SUPPLIED ENTRIES
^^^^^^^^
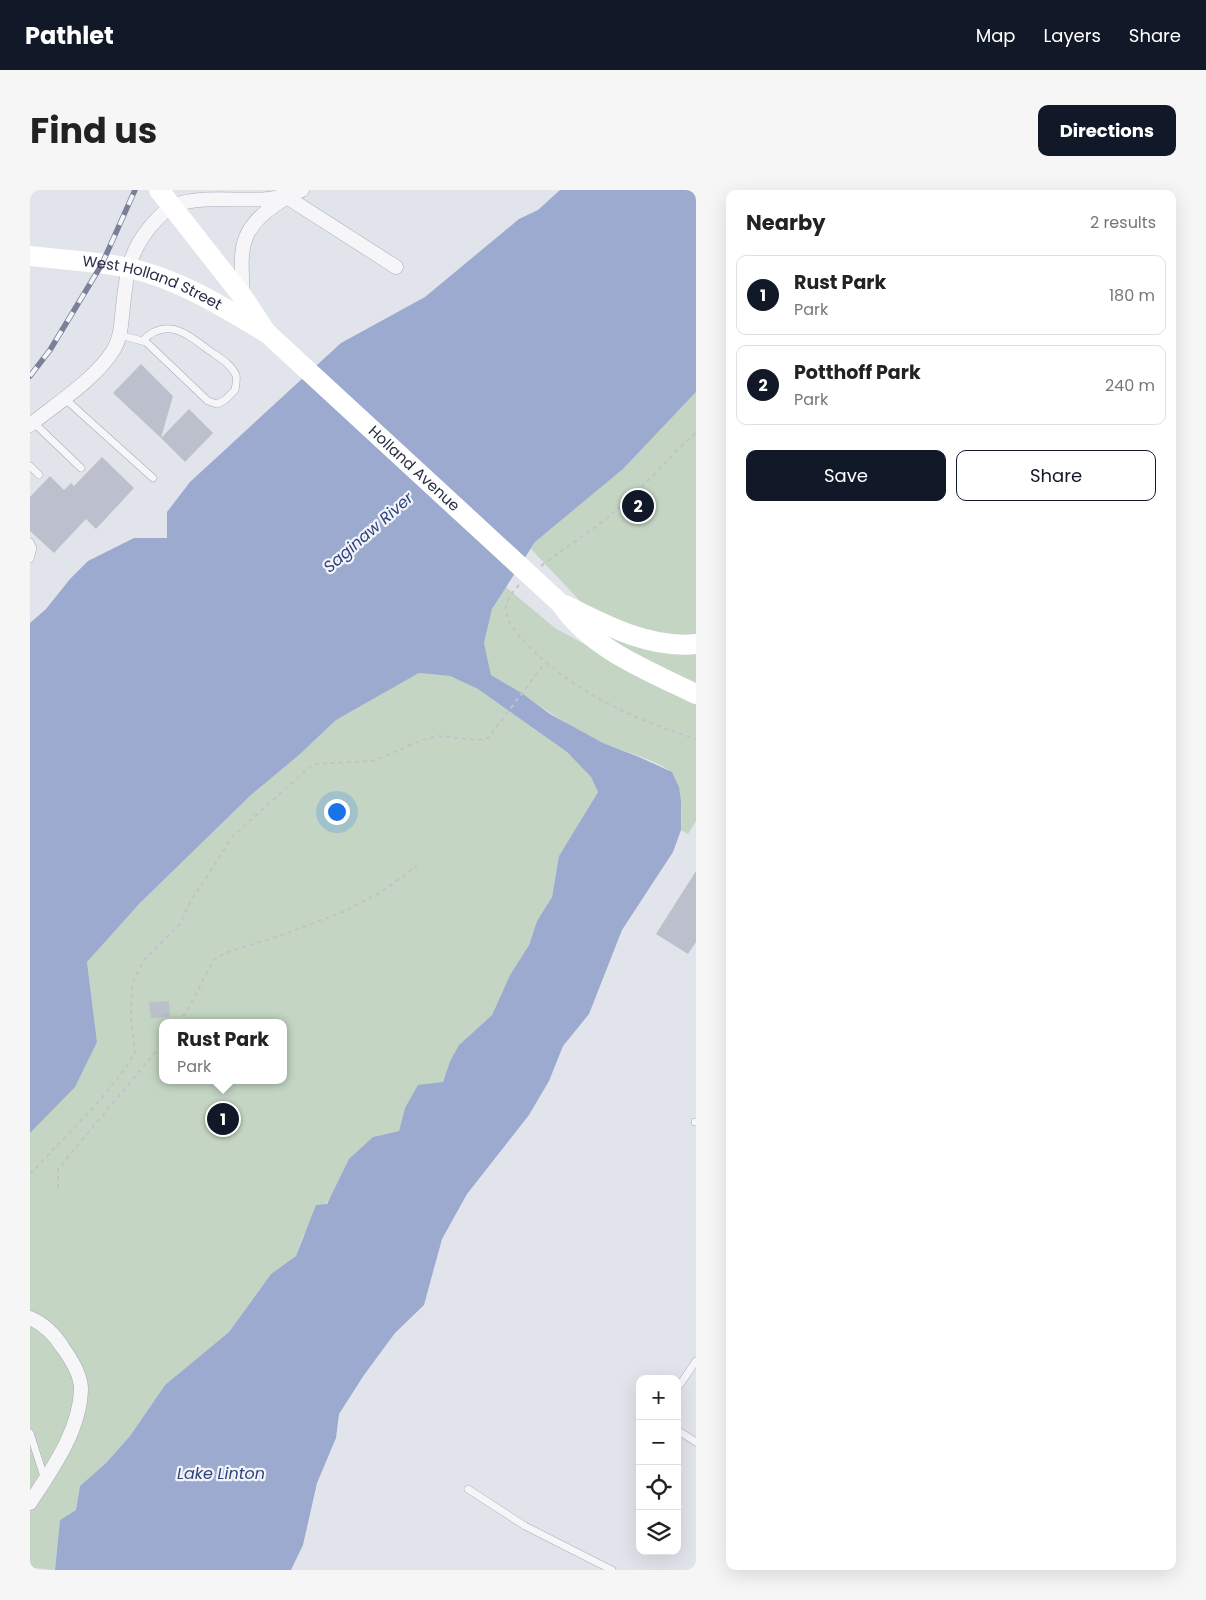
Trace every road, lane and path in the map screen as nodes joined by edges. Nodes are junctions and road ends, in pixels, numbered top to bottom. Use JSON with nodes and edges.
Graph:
{"nodes":[{"id":1,"x":158,"y":190,"type":"edge"},
{"id":2,"x":274,"y":190,"type":"edge"},
{"id":3,"x":302,"y":190,"type":"edge"},
{"id":4,"x":288,"y":197,"type":"junction"},
{"id":5,"x":170,"y":207,"type":"junction"},
{"id":6,"x":30,"y":256,"type":"edge"},
{"id":7,"x":128,"y":267,"type":"junction"},
{"id":8,"x":396,"y":267,"type":"dead end"},
{"id":9,"x":243,"y":297,"type":"junction"},
{"id":10,"x":267,"y":332,"type":"junction"},
{"id":11,"x":120,"y":335,"type":"junction"},
{"id":12,"x":142,"y":341,"type":"junction"},
{"id":13,"x":64,"y":398,"type":"junction"},
{"id":14,"x":32,"y":424,"type":"edge"},
{"id":15,"x":696,"y":432,"type":"edge"},
{"id":16,"x":30,"y":466,"type":"edge"},
{"id":17,"x":81,"y":468,"type":"dead end"},
{"id":18,"x":39,"y":475,"type":"dead end"},
{"id":19,"x":154,"y":478,"type":"dead end"},
{"id":20,"x":30,"y":542,"type":"edge"},
{"id":21,"x":30,"y":559,"type":"edge"},
{"id":22,"x":538,"y":569,"type":"dead end"},
{"id":23,"x":520,"y":583,"type":"dead end"},
{"id":24,"x":561,"y":604,"type":"junction"},
{"id":25,"x":696,"y":644,"type":"edge"},
{"id":26,"x":545,"y":663,"type":"junction"},
{"id":27,"x":696,"y":694,"type":"edge"},
{"id":28,"x":696,"y":739,"type":"edge"},
{"id":29,"x":417,"y":866,"type":"dead end"},
{"id":30,"x":181,"y":1019,"type":"edge"},
{"id":31,"x":159,"y":1048,"type":"edge"},
{"id":32,"x":30,"y":1174,"type":"edge"},
{"id":33,"x":58,"y":1188,"type":"dead end"},
{"id":34,"x":30,"y":1318,"type":"edge"},
{"id":35,"x":696,"y":1361,"type":"edge"},
{"id":36,"x":681,"y":1383,"type":"edge"},
{"id":37,"x":30,"y":1432,"type":"edge"},
{"id":38,"x":681,"y":1433,"type":"edge"},
{"id":39,"x":696,"y":1442,"type":"edge"},
{"id":40,"x":45,"y":1480,"type":"junction"},
{"id":41,"x":468,"y":1489,"type":"dead end"},
{"id":42,"x":30,"y":1503,"type":"edge"},
{"id":43,"x":612,"y":1570,"type":"edge"}],
"edges":[{"from":1,"to":5,"type":"main road"},
{"from":2,"to":4,"type":"street"},
{"from":3,"to":4,"type":"street"},
{"from":4,"to":5,"type":"street"},
{"from":4,"to":8,"type":"street"},
{"from":4,"to":9,"type":"street"},
{"from":5,"to":7,"type":"street"},
{"from":5,"to":9,"type":"main road"},
{"from":6,"to":7,"type":"main road","name":"West Holland Street"},
{"from":7,"to":10,"type":"main road","name":"West Holland Street"},
{"from":7,"to":11,"type":"street"},
{"from":9,"to":10,"type":"main road"},
{"from":10,"to":24,"type":"main road","name":"Holland Avenue","bridge":true},
{"from":11,"to":12,"type":"lane"},
{"from":11,"to":13,"type":"street"},
{"from":12,"to":12,"type":"lane"},
{"from":13,"to":14,"type":"street"},
{"from":13,"to":19,"type":"lane"},
{"from":14,"to":17,"type":"lane"},
{"from":15,"to":22,"type":"path"},
{"from":16,"to":18,"type":"lane"},
{"from":20,"to":21,"type":"lane"},
{"from":23,"to":26,"type":"path"},
{"from":24,"to":25,"type":"main road"},
{"from":24,"to":27,"type":"main road"},
{"from":26,"to":28,"type":"path"},
{"from":26,"to":32,"type":"path"},
{"from":29,"to":30,"type":"path"},
{"from":31,"to":33,"type":"path"},
{"from":34,"to":40,"type":"street"},
{"from":35,"to":36,"type":"lane"},
{"from":37,"to":40,"type":"lane"},
{"from":38,"to":39,"type":"lane"},
{"from":40,"to":42,"type":"street"},
{"from":41,"to":43,"type":"lane"}]}
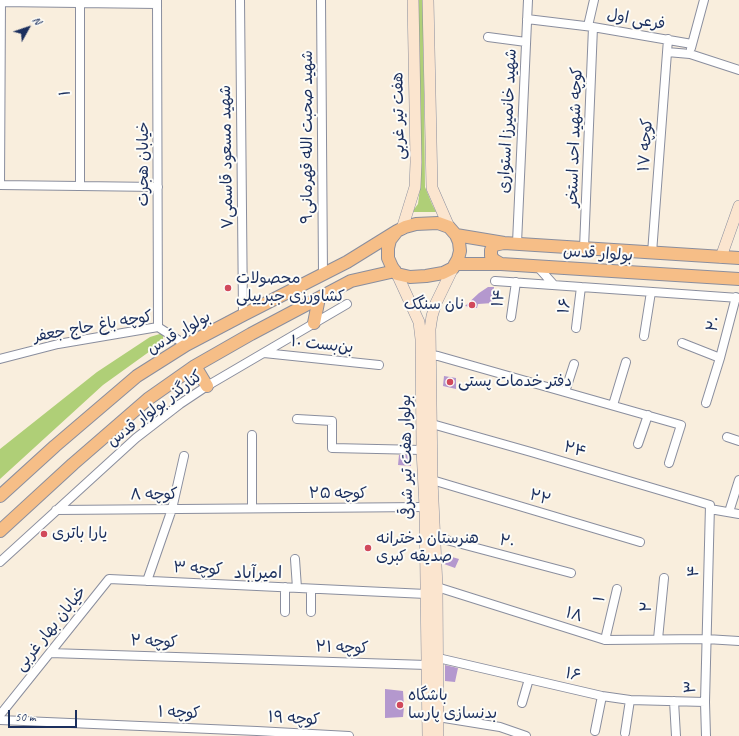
^^^^^^^^
BRIEF
Go through the material and copy every line in which the word "edges" occurs.

ANSWER SPACE
Trace every road, lane and path in the map screen as nodes joined by edges. Nodes are junctions and road ends, in pixels, numbered top to bottom. Use JSON with nodes and edges.
"edges":[{"from":1,"to":5,"type":"main road"},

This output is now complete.